Each strategy offers unique advantages for Karafka application optimization. Swarm Mode and multi-threading address CPU-intensive and I/O-bound workloads, respectively, while virtual partitions and multiplexing overcome Kafka partition scalability limits. Selecting the appropriate strategy depends on your workload's characteristics and scalability goals.

Example Use Cases

Here are some use cases from various industries where Karafka's Swarm Mode can be beneficial:

  • Background Job Processing: Ruby on Rails applications frequently rely on background jobs for tasks that are too time-consuming to be processed during a web request. Examples include sending batch emails, generating reports, or processing uploaded files. Swarm Mode can distribute these jobs across multiple processes, significantly reducing processing time by leveraging all available CPU cores.

  • Image Processing and Generation: Many Ruby applications need to process images, whether resizing, cropping, or applying filters. Image processing is CPU-intensive and can benefit from parallel execution in Swarm Mode, especially when handling high volumes of images, such as in user-generated content platforms or digital asset management systems.

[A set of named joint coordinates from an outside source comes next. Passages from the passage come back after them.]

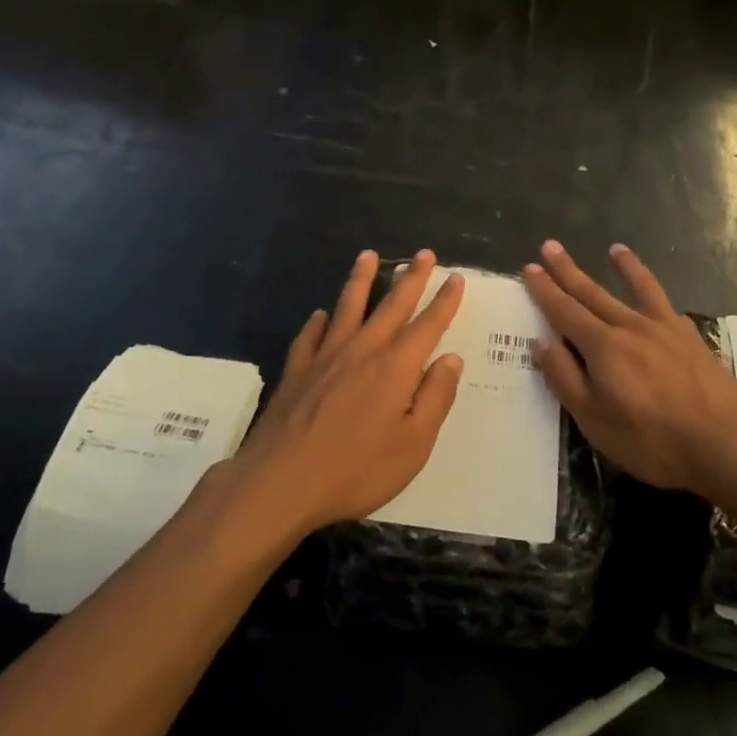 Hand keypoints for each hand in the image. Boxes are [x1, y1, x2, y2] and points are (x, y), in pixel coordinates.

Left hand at [232, 249, 465, 535]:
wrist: (280, 482)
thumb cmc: (356, 470)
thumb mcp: (413, 445)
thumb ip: (435, 398)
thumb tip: (451, 359)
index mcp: (395, 368)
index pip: (427, 325)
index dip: (444, 301)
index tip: (455, 277)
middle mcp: (362, 351)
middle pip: (391, 305)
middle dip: (411, 278)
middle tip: (423, 253)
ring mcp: (325, 357)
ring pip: (347, 307)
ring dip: (361, 279)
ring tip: (368, 255)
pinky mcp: (296, 371)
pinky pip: (310, 335)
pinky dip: (318, 322)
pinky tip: (320, 315)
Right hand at [523, 240, 736, 494]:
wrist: (726, 441)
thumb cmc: (652, 439)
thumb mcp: (594, 419)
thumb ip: (565, 378)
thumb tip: (542, 342)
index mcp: (602, 347)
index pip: (564, 311)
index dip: (545, 291)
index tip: (530, 268)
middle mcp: (630, 327)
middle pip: (593, 293)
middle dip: (568, 271)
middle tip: (551, 246)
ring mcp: (665, 330)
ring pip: (638, 290)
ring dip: (624, 268)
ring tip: (614, 248)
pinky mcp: (692, 340)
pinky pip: (668, 308)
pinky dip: (660, 298)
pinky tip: (659, 300)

  • Data Import and Export Operations: Applications that require importing large datasets (e.g., CSV, XML, or JSON files) into the database or exporting data for reports can utilize Swarm Mode to parallelize parsing and processing. This accelerates the import/export operations, making it more efficient to handle bulk data operations without blocking web server requests.

  • Real-time Data Processing: Real-time analytics or event processing systems in Ruby can process incoming data streams (from webhooks, sensors, etc.) in parallel using Swarm Mode. This is particularly useful for applications that aggregate data, calculate statistics, or detect patterns in real time across large datasets.

  • Complex Calculations and Simulations: Applications that perform complex calculations or simulations, such as financial modeling, risk analysis, or scientific computations, can significantly improve performance with Swarm Mode. By distributing the computational load across multiple worker processes, Ruby applications can handle more complex algorithms and larger datasets without slowing down.

Implementing Swarm Mode for these use cases allows applications to fully utilize server resources, overcoming the limitations of Ruby's Global Interpreter Lock (GIL) and enhancing overall application performance and scalability.


Karafka's Swarm Mode offers a multi-process architecture optimized for CPU-intensive Kafka message processing in Ruby, effectively bypassing the Global Interpreter Lock (GIL). It leverages Ruby's Copy-On-Write (CoW) for efficient memory use, employing a "Supervisor-Worker" pattern for parallel execution and system health monitoring.

Swarm Mode supports Static Group Membership to enhance consumer group stability and allows for quick node restarts without rebalancing, thanks to Karafka Pro's monitoring.